La pause fut salutaire et très utile pour étudier un rival inconnu. Le coureur des Carabins n’a pas peur que ses ouailles aient perdu le rythme qu’ils avaient construit dans la dernière ligne droite du calendrier.

Cela aide certainement avec les blessures. Le fait que nous n’ayons pas joué la semaine dernière, ça peut être quelque chose à gérer. Par contre, nous avons eu deux semaines de repos cette saison, ce n’est donc pas notre première expérience, c’est la troisième fois que nous la vivrons. Je pense que de ce côté, nous sommes assez bien préparés, dit Marco Iadeluca.

La première saison de Marco Iadeluca à la barre des Carabins de l’UdeM est un franc succès.

Photo : Carabins de l’Université de Montréal / James Hajjar

En action samedi dernier à la Coupe Hardy, les Huskies ont pulvérisé les Bisons de l’Université du Manitoba par voie terrestre pour obtenir une victoire convaincante de 45-17.

Fidèle à sa forme, le champ arrière a dicté le rythme du jeu avec une récolte incroyable de 391 yards, dont 223 d’Adam Machart, qui a marqué trois touchés. Accompagné des demi offensifs Josh Ewanchyna et Ryler Frank, le trio forme la colonne vertébrale de l’unité offensive des Huskies et ouvre le jeu aérien.

Un affrontement à la hauteur du front défensif des Carabins, très peu permissif sur le terrain, encore moins depuis un mois. Empêcher l’attaque terrestre adverse de s’installer est une des clés qui pourrait permettre aux Bleus de ralentir les champions de l’Ouest canadien.

Plus facile à dire qu’à faire puisque les visiteurs se présenteront dans la métropole québécoise armés d’un solide quintette offensif pour ouvrir la voie au monstre à trois têtes derrière le quart Mason Nyhus.

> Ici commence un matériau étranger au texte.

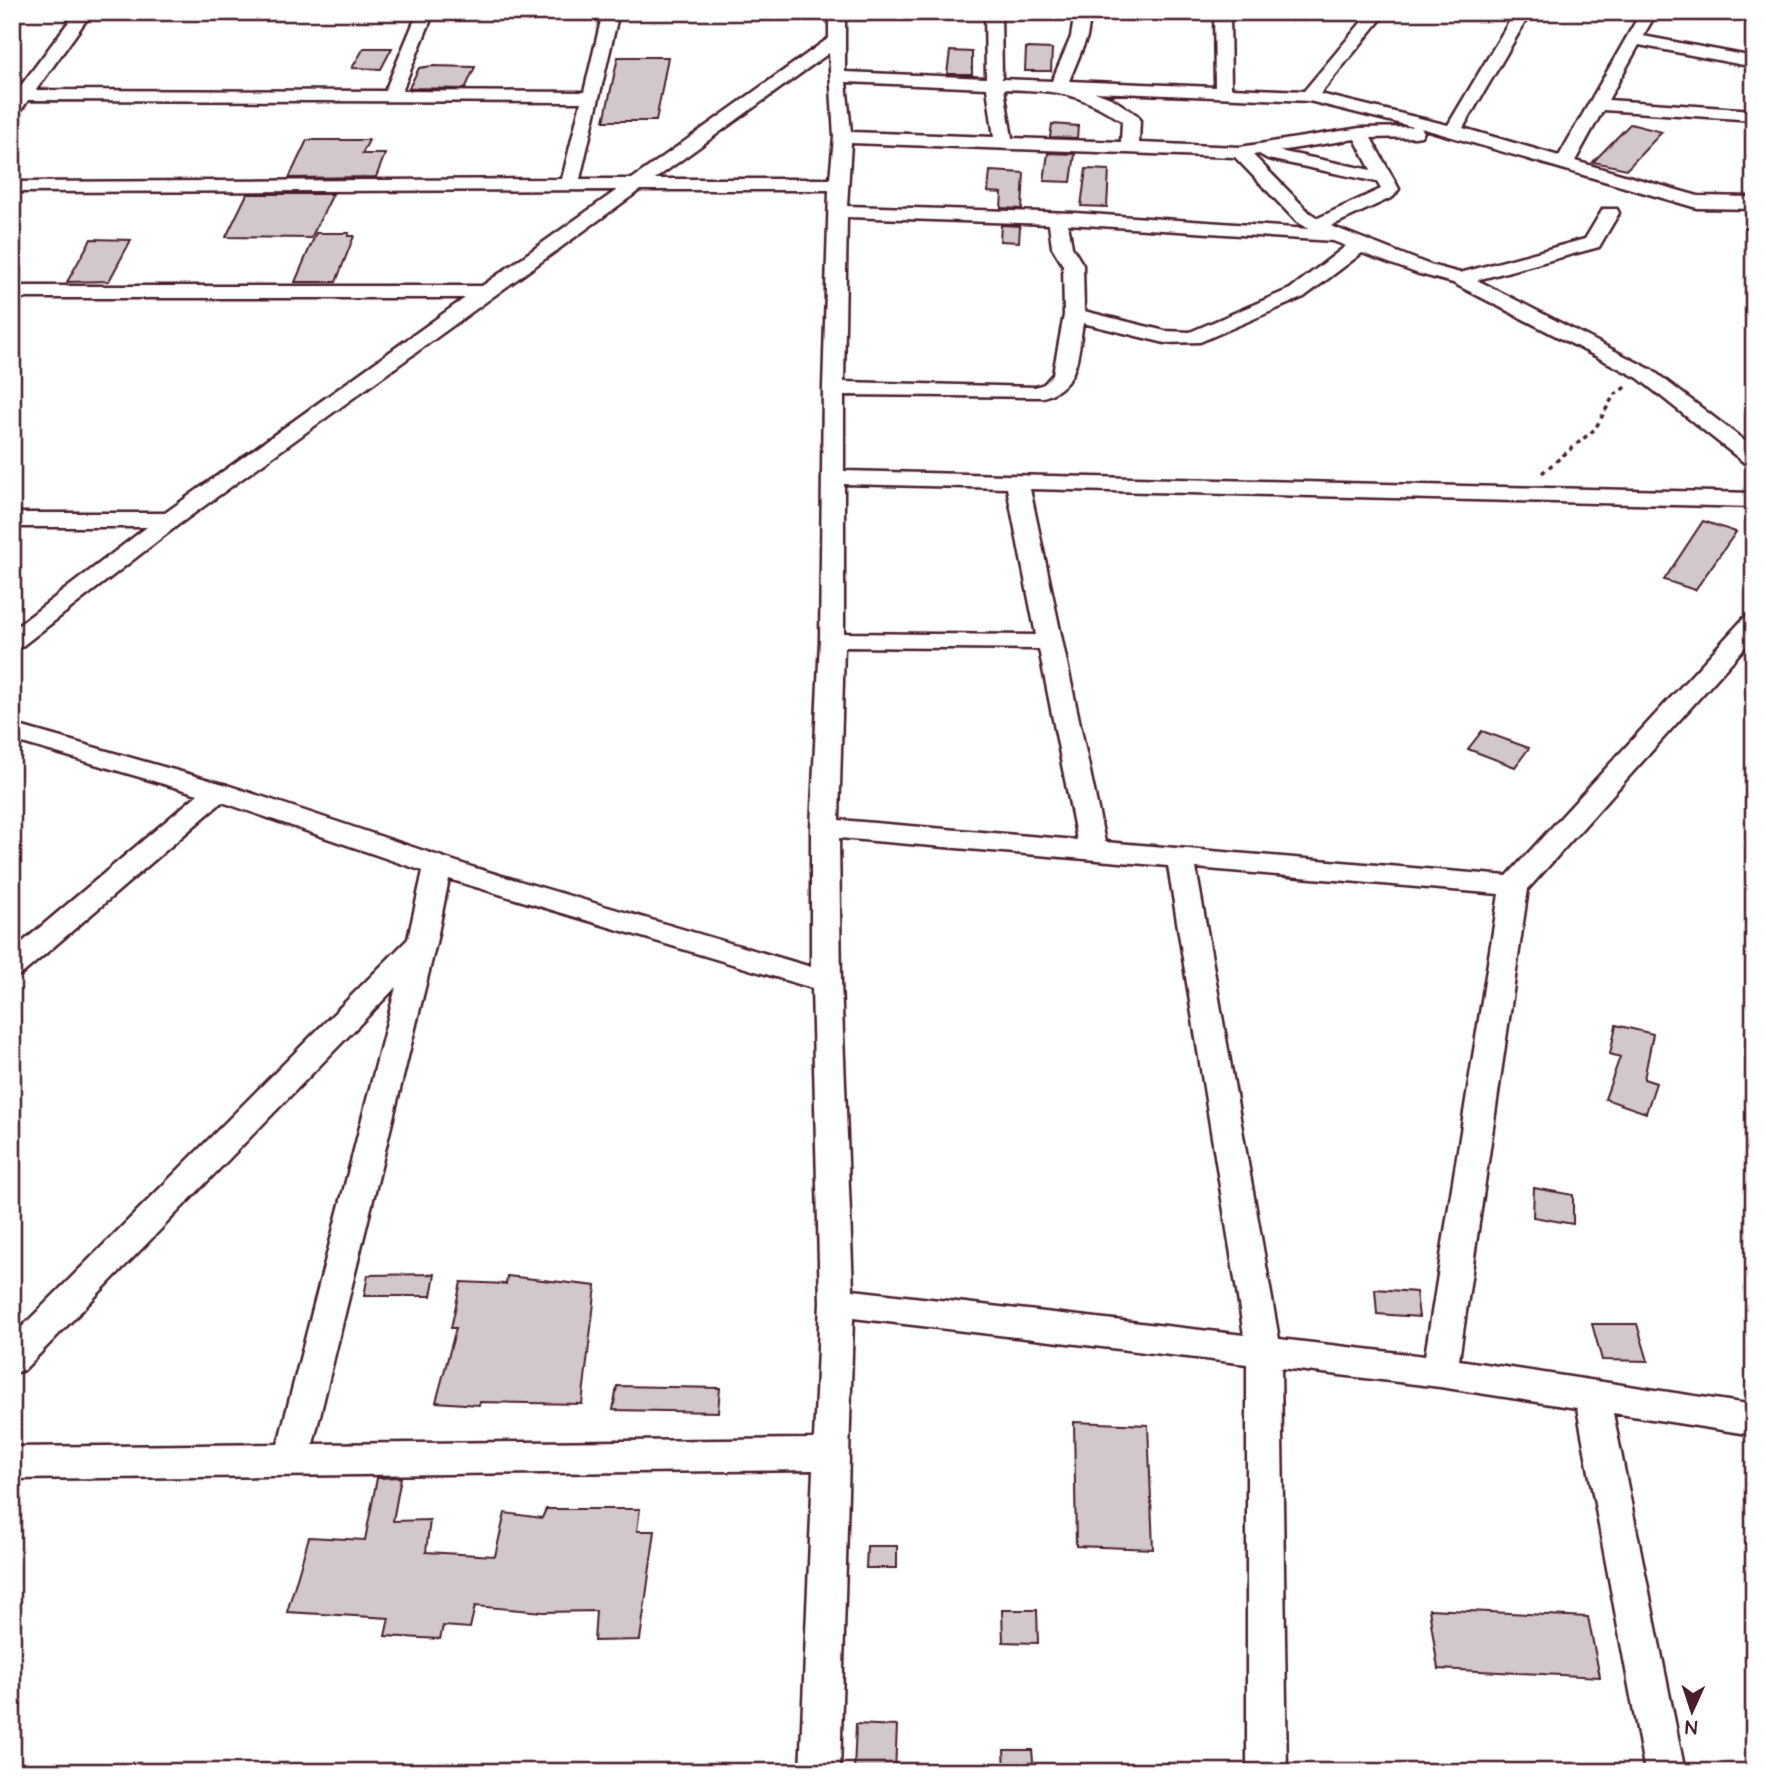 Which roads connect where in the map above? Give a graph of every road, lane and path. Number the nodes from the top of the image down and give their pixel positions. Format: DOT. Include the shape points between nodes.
graph roads {
  1 [pos="84,12"];
  2 [pos="426,12"];
  3 [pos="611,12"];
  4 [pos="993,12"];
  5 [pos="1083,12"];
  6 [pos="1222,12"];
  7 [pos="1379,12"];
  8 [pos="1523,12"];
  9 [pos="1649,12"];
  10 [pos="836,26"];
  11 [pos="1632,39"];
  12 [pos="1754,62"];
  13 [pos="837,77"];
  14 [pos="994,82"];
  15 [pos="1059,85"];
  16 [pos="1223,91"];
  17 [pos="22,95"];
  18 [pos="1309,96"];
  19 [pos="590,97"];
  20 [pos="391,98"];
  21 [pos="1597,104"];
  22 [pos="12,111"];
  23 [pos="1754,115"];
  24 [pos="1453,131"];
  25 [pos="1360,133"];
  26 [pos="843,137"];
  27 [pos="1004,143"];
  28 [pos="1130,148"];
  29 [pos="1246,151"];
  30 [pos="1564,164"];
  31 [pos="1382,178"];
  32 [pos="635,183"];
  33 [pos="570,184"];
  34 [pos="12,187"];
  35 [pos="838,198"];
  36 [pos="1754,203"];
  37 [pos="1610,213"];
  38 [pos="1058,219"];
  39 [pos="1317,225"];
  40 [pos="1336,236"];
  41 [pos="1360,245"];
  42 [pos="1460,279"];
  43 [pos="12,292"];
  44 [pos="486,292"];
  45 [pos="1074,315"];
  46 [pos="1646,374"];
  47 [pos="833,388"];
  48 [pos="1754,459"];
  49 [pos="1539,475"];
  50 [pos="832,477"];
  51 [pos="1017,482"];
  52 [pos="1754,500"];
  53 [pos="12,520"];
  54 [pos="170,520"];
  55 [pos="1754,622"];
  56 [pos="832,640"];
  57 [pos="12,642"];
  58 [pos="1050,642"];
  59 [pos="12,732"];
  60 [pos="218,791"];
  61 [pos="825,828"];
  62 [pos="1093,851"];
  63 [pos="1180,858"];
  64 [pos="438,865"];
  65 [pos="1514,886"];
  66 [pos="422,943"];
  67 [pos="12,967"];
  68 [pos="826,982"];
  69 [pos="837,1303"];
  70 [pos="1264,1352"];
  71 [pos="12,1360"];
  72 [pos="1440,1372"];
  73 [pos="1592,1395"];
  74 [pos="1754,1420"];
  75 [pos="830,1454"];
  76 [pos="292,1458"];
  77 [pos="12,1463"];
  78 [pos="820,1772"];
  79 [pos="1267,1772"];
  80 [pos="1665,1772"];
  1 -- 17 [label="street"];
  2 -- 20 [label="street"];
  3 -- 19 [label="street"];
  4 -- 14 [label="street"];
  5 -- 15 [label="street" via="1079,37"];
  6 -- 16 [label="street"];
  7 -- 18 [label="street"];
  8 -- 24 [label="street"];
  9 -- 11 [label="street"];
  10 -- 13 [label="street"];
  10 -- 32 [label="street"];
  11 -- 12 [label="street"];
  11 -- 21 [label="street"];
  13 -- 14 [label="street"];
  13 -- 26 [label="street"];
  14 -- 15 [label="street"];
  14 -- 27 [label="street"];
  15 -- 16 [label="street"];
  15 -- 28 [label="street" via="1107,103 1131,119"];
  16 -- 18 [label="street"];
  17 -- 20 [label="street"];
  17 -- 22 [label="street"];
  18 -- 24 [label="street"];
  19 -- 20 [label="street"];
  19 -- 33 [label="street"];
  21 -- 23 [label="street"];
  21 -- 30 [label="street"];
  24 -- 25 [label="street"];
  24 -- 30 [label="street"];
  25 -- 29 [label="street"];
  25 -- 31 [label="street"];
  26 -- 27 [label="street"];
  26 -- 35 [label="street"];
  27 -- 28 [label="street"];
  28 -- 29 [label="street"];
  29 -- 31 [label="street"];
  29 -- 39 [label="street" via="1303,217"];
  30 -- 36 [label="street" via="1697,202"];
  31 -- 39 [label="street" via="1390,189 1387,193"];
  32 -- 33 [label="street"];
  32 -- 35 [label="street"];
  32 -- 44 [label="street"];
  33 -- 34 [label="street"];
  35 -- 38 [label="street"];
  35 -- 47 [label="street"];
  37 -- 42 [label="street" via="1592,243"];
  38 -- 40 [label="street"];
  38 -- 45 [label="street" via="1062,247 1073,265"];
  39 -- 40 [label="street"];
  40 -- 41 [label="street"];
  41 -- 42 [label="street"];
  41 -- 45 [label="street" via="1297,293 1193,338 1165,337"];
  42 -- 46 [label="street"];
  43 -- 44 [label="street"];
  44 -- 54 [label="street"];
  45 -- 47 [label="street" via="1063,376 1037,393"];
  46 -- 48 [label="street"];
  46 -- 49 [label="path" via="1614,395 1595,429"];
  47 -- 50 [label="street"];
  50 -- 51 [label="street"];
  50 -- 56 [label="street"];
  51 -- 52 [label="street"];
  51 -- 58 [label="street"];
  53 -- 54 [label="street"];
  54 -- 57 [label="street"];
  55 -- 65 [label="street"];
  56 -- 58 [label="street"];
  56 -- 61 [label="street"];
  58 -- 62 [label="street"];
  59 -- 60 [label="street"];
  60 -- 64 [label="street"];
  60 -- 67 [label="street"];
  61 -- 62 [label="street"];
  61 -- 68 [label="street"];
  62 -- 63 [label="street"];
  63 -- 65 [label="street"];
  63 -- 70 [label="street"];
  64 -- 66 [label="street"];
  64 -- 68 [label="street"];
  65 -- 72 [label="street"];
  66 -- 71 [label="street"];
  66 -- 76 [label="street"];
  68 -- 69 [label="street"];
  69 -- 70 [label="street"];
  69 -- 75 [label="street"];
  70 -- 72 [label="street"];
  70 -- 79 [label="street"];
  72 -- 73 [label="street"];
  73 -- 74 [label="street"];
  73 -- 80 [label="street"];
  75 -- 76 [label="street"];
  75 -- 78 [label="street"];
  76 -- 77 [label="street"];
} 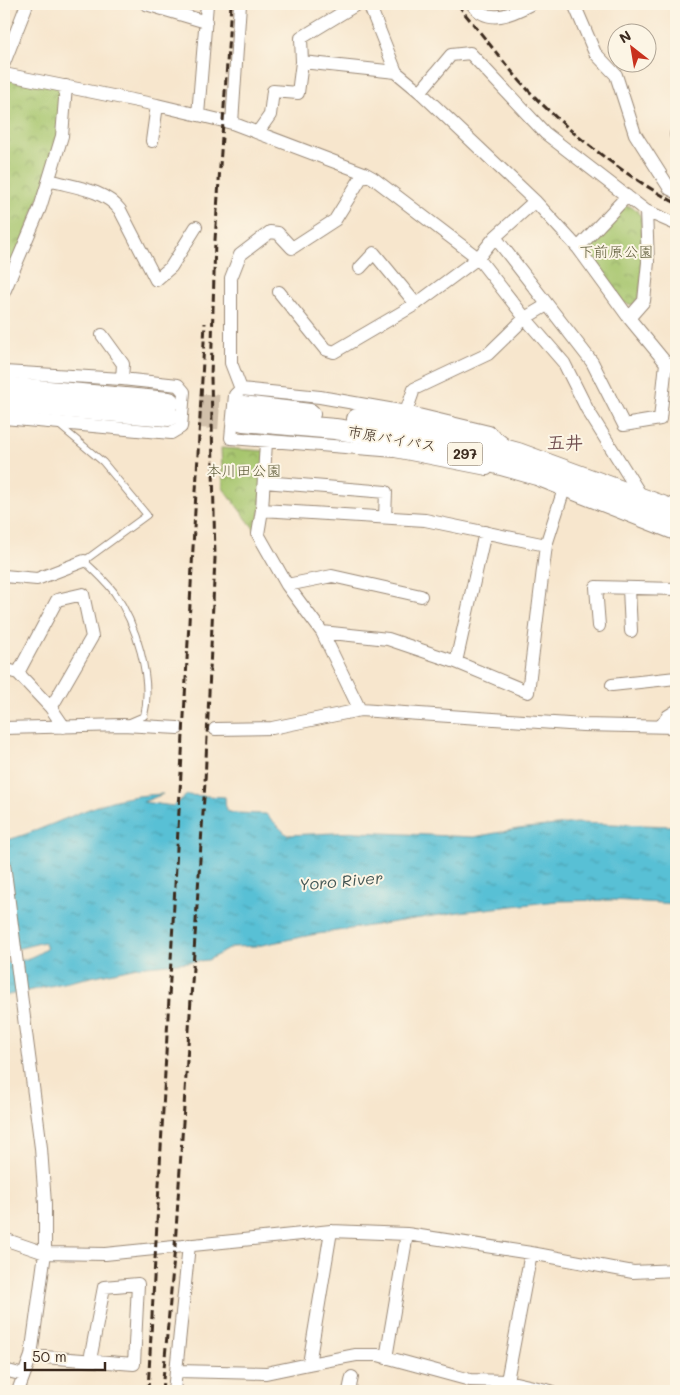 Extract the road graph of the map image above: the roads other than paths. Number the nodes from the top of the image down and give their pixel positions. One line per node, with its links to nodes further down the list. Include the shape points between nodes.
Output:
1 (27, 4): 12 (street)
2 (146, 4): 10 (street)
3 (207, 4): 10 (street)
4 (240, 4): 19 (street)
5 (357, 4): 11 (street, via 301,38)
6 (369, 4): 13 (street)
7 (472, 4): 8 (street, via 477,11 501,16)
8 (531, 4)
9 (574, 4): 24 (street, via 595,53 616,75 635,134 670,189)
10 (206, 22): 18 (street)
11 (302, 62): 13 (street); 20 (street, via 298,94 273,91 270,115)
12 (4, 63)
13 (396, 72): 16 (street)
14 (4, 74): 15 (street)
15 (66, 86): 17 (street); 23 (street, via 62,136)
16 (420, 92): 25 (street, via 451,55 470,53 546,133); 26 (street)
17 (158, 105): 18 (street); 21 (street)
18 (198, 116): 19 (street)
19 (232, 123): 20 (street)
20 (258, 132): 22 (street)
21 (152, 141)
22 (364, 173): 32 (street); 46 (street, via 335,220 292,248 278,233 270,232 240,255 231,278 231,364)
23 (48, 180): 29 (street, via 100,194 113,201 156,280 171,267); 34 (street, via 40,208)
24 (676, 192)
25 (627, 196): 27 (street); 31 (street)
26 (535, 201): 30 (street); 31 (street)
27 (646, 211): 28 (street); 39 (street, via 648,262 644,301)
28 (676, 224)
29 (196, 227)
30 (495, 237): 32 (street); 37 (street)
31 (578, 248): 39 (street)
32 (478, 258): 36 (street); 38 (street)
33 (360, 268): 36 (street, via 374,253)
34 (4, 292)
35 (279, 292): 36 (street, via 325,350 334,352)
36 (416, 304)
37 (548, 305): 38 (street); 41 (street, via 592,362 624,425 660,419)
38 (525, 318): 47 (street, via 488,354 414,389); 54 (street, via 564,363)
39 (629, 318): 41 (street)
40 (102, 335): 43 (street, via 123,364)
41 (671, 364)
42 (4, 372): 43 (street)
43 (122, 379): 49 (street, via 178,385 184,392 182,427 171,434)
44 (4, 387): 45 (highway, via 169,409)
45 (4, 403)
46 (242, 406): 47 (street, via 320,397); 50 (street, via 235,395 231,438); 51 (highway, 市原バイパス / 297, via 390,422 438,431)
47 (406, 412): 51 (street, via 489,432)
48 (4, 418): 49 (street)
49 (57, 423): 61 (lane, via 103,462 147,515)
50 (266, 442): 51 (street, via 395,451 483,470); 52 (street)
51 (516, 460): 53 (highway, 市原バイパス / 297); 54 (highway, 市原バイパス / 297)
52 (264, 482): 55 (street); 57 (street, via 386,492)
53 (565, 486): 58 (highway, 市原バイパス / 297); 60 (street)
54 (643, 499): 56 (highway, 市原バイパス / 297)
55 (262, 510): 57 (street); 63 (street, via 258,534)
56 (676, 511)
57 (385, 517): 59 (street, via 425,520)
58 (676, 530)
59 (485, 532): 60 (street); 70 (street)
60 (546, 544): 70 (street, via 528,692)
61 (84, 561): 62 (street, via 37,579); 78 (lane, via 103,578 127,613 142,658 147,687 144,716)
62 (4, 576)
63 (287, 585): 66 (street, via 332,576); 69 (street)
64 (630, 588): 65 (street); 67 (street, via 596,587); 68 (street)
65 (676, 589)
66 (420, 596)
67 (599, 626)
68 (631, 631)
69 (322, 632): 70 (street, via 388,639); 76 (street)
70 (456, 662)
71 (4, 669): 72 (street)
72 (18, 673): 75 (street); 75 (street, via 58,600 83,594 92,637)
73 (676, 678): 74 (street)
74 (612, 685)
75 (51, 708): 80 (street)
76 (360, 710): 79 (street, via 583,725); 84 (street, via 272,728)
77 (676, 711): 79 (street)
78 (124, 725): 80 (street); 83 (street)
79 (661, 726): 81 (street)
80 (64, 727): 82 (street)
81 (676, 727)
82 (4, 728)
83 (178, 728)
84 (215, 729)
85 (4, 864): 90 (street, via 41,1142)
86 (331, 1231): 87 (street); 89 (street); 96 (street)
87 (407, 1234): 91 (street); 94 (street)
88 (4, 1240): 90 (street)
89 (190, 1245): 90 (street, via 106,1254); 98 (street)
90 (45, 1253): 93 (street)
91 (531, 1253): 92 (street, via 633,1272); 101 (street)
92 (676, 1270)
93 (31, 1356): 95 (street); 99 (street)
94 (386, 1358): 96 (street, via 356,1355); 101 (street, via 470,1380)
95 (90, 1360): 95 (street, via 134,1364 138,1284 104,1287)
96 (309, 1364): 98 (street, via 266,1373)
97 (4, 1370): 99 (street)
98 (177, 1371): 103 (street)
99 (24, 1375): 102 (street)
100 (352, 1377): 104 (street)
101 (508, 1381): 105 (street)
102 (18, 1391)
103 (174, 1391)
104 (349, 1391)
105 (551, 1391)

Quelque chose qui plaira certainement à l’entraîneur-chef Scott Flory, lui-même un joueur de ligne offensive montréalais bien connu.

Nous avons fait la vidéo et avons vu que c’était une ligne offensive assez grande, très bonne en effet, et physique. Notre ligne défensive va vraiment capitaliser sur notre athlétisme pour essayer de faire des jeux, confie Tommy Mercier, l’un de ceux qui vont se battre avec ces mastodontes.

 » En attaque, je dirais que c’est une équipe un peu comme nous, c’est-à-dire qu’ils sont capables de courir autant que de lancer le ballon. Ils sont bien équilibrés. Cela rend toujours la vie plus difficile pour une défense lorsque l’offensive peut exceller des deux côtés, c’est l’une de leurs forces. Évidemment, ils ont une très grosse ligne offensive sur laquelle ils comptent beaucoup. « 

Une citation de Marco Iadeluca, entraîneur-chef des Carabins UdeM

Les similitudes relevées par le pilote Blues ne s’arrêtent pas là. Celui-ci vante le front défensif des Huskies, et surtout la ligne, qui agit comme le moteur de cette unité en exerçant une pression constante et suffocante avec seulement quatre joueurs. Deux éléments qui ont largement contribué au succès de Montréal.

Les Huskies mènent une heureuse séquence de sept victoires consécutives. En plus d’un revers en lever de rideau contre les Dinos de l’Université de Calgary, étonnamment exclus des playoffs, ils ont tout renversé sur leur passage avec plusieurs nettes dominations.

Se préparer contre des équipes qu’on ne connaît pas, qu’on a juste en vidéo, c’est évident que ça amène certains défis car il y a des choses qu’on ne peut pas reproduire, dont la physicalité et la vitesse, souligne Marco Iadeluca.

C’est difficile à évaluer en vidéo car on ne connaît pas non plus leurs adversaires. Nous n’avons pas d’unités de mesure, c’est donc un défi intéressant. La bonne nouvelle, c’est que c’est la même chose pour les deux équipes., il ajoute.

A quelques heures du duel au CEPSUM, la Mitchell Cup opposera les X-Men de Saint-Francis-Xavier University aux Mustangs de Western University à Londres. Les vainqueurs des demi-finales canadiennes s’affronteront à la Coupe Vanier, disputée le 4 décembre au Stade Telus de Québec.